Dass Karlsbad (Karlovy Vary) zu den berühmtesten und traditionsreichsten Kurorten der Welt zählt, erschließt sich dem Besucher schnell. Der Ort ist größer und städtischer als das kleinstädtische Marienbad oder das dörfliche Franzensbad. Und wenn es natürlich auch Karlsbad nicht gelingen konnte, die Bedeutung und Eleganz der alten Zeit in die unsere zu retten, so waren wir doch beeindruckt, wie herausgeputzt sich die Stadt dem Besucher wieder präsentiert.


Karlsbad verfügt über zwölf Heilquellen, die durchnummeriert und mit Namen versehen unter eleganten historischen Kolonnaden entlang dem Flusstal der Tepl (Teplá) aus dem Boden hervorquellen; kurz bevor diese in die Eger (Ohře) mündet. Der Kurgast promeniert am besten die Tepl flussaufwärts entlang; vom Dvořák-Park (Dvořákovy sady), an dessen Ende die gusseiserne Parkkolonnade (Sadová kolonáda) mit der Parkquelle (Sadový Pramen, Quelle Nr. 12) liegt, bis zur bekanntesten, heißesten und letzten Quelle, dem mit 74 Grad bis zu zwölf Meter als Geysir in die Höhe schießenden Sprudel (Vřídlo, Quelle Nr. 1).

Die Sprudelquelle war früher von einer gusseisernen Kolonnade der Wiener Architekten Fellner und Helmer aus dem Jahr 1879 flankiert, die in Karlsbad auch das Stadttheater bauten. Nachdem diese, bereits zweite Sprudelkolonnade (Vřídelní kolonáda) 1939 wegen Korrosionsschäden abgerissen werden musste, wurde an ihrer Stelle nach einer vorübergehenden Holzkonstruktion 1975 eine dritte, verglaste Kolonnade aus Stahlbeton im Stile sozialistischer Brutalarchitektur errichtet.

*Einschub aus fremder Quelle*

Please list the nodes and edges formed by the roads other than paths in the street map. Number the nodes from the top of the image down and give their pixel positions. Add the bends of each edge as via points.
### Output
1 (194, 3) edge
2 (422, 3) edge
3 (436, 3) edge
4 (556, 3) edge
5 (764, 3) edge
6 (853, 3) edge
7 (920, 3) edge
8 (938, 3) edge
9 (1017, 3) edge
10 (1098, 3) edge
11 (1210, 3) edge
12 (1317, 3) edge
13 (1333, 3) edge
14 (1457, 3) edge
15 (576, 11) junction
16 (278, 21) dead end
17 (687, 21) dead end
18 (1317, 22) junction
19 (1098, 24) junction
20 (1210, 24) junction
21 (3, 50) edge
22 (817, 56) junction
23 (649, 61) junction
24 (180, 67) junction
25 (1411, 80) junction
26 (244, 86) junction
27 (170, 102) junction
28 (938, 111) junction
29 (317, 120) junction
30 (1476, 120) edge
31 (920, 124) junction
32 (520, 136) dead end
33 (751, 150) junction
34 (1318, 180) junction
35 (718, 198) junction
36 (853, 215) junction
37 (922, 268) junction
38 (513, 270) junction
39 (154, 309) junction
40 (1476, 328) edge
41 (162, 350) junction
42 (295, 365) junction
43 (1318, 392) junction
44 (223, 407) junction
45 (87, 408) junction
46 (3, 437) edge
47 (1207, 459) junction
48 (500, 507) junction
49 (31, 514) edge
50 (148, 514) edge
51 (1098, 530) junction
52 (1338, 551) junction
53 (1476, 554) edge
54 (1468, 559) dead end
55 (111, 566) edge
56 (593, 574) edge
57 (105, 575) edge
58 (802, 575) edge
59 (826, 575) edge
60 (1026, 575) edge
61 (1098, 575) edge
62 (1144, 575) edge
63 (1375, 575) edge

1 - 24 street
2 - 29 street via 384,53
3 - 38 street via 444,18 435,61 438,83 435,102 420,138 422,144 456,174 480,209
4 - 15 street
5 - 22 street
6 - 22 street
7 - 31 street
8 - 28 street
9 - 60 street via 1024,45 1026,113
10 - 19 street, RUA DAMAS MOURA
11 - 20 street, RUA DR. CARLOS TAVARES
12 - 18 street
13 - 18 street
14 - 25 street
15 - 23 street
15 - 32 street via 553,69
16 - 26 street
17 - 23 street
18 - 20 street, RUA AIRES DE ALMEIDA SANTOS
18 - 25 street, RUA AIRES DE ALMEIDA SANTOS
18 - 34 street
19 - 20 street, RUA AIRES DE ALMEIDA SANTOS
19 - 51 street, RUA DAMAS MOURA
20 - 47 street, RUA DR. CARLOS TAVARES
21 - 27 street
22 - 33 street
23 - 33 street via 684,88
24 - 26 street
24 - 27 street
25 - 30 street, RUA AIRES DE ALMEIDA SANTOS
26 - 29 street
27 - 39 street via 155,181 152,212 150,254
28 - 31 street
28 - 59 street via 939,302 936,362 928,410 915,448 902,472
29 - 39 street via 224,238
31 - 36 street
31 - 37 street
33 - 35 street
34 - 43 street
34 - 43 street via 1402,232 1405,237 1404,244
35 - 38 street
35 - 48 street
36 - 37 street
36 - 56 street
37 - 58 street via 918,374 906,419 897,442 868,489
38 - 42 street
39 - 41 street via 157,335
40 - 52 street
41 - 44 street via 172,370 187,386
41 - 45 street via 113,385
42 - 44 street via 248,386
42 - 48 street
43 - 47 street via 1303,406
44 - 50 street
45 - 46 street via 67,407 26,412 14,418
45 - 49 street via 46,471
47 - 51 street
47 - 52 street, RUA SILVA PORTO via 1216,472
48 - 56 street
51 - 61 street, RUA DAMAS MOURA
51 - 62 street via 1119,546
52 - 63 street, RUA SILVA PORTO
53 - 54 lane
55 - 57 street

Obwohl vor kurzem aufwändig renoviert, würden sie viele Karlsbader gerne wieder loswerden. Das ist aber gar nicht so einfach. Ein Neubau könnte aufgrund des Untergrundes erst zehn Jahre nach dem Abriss erfolgen.
Blick von der Marktkolonnade auf die Sprudelkolonnade Parkkolonnade (auch Gusseisenkolonnade genannt)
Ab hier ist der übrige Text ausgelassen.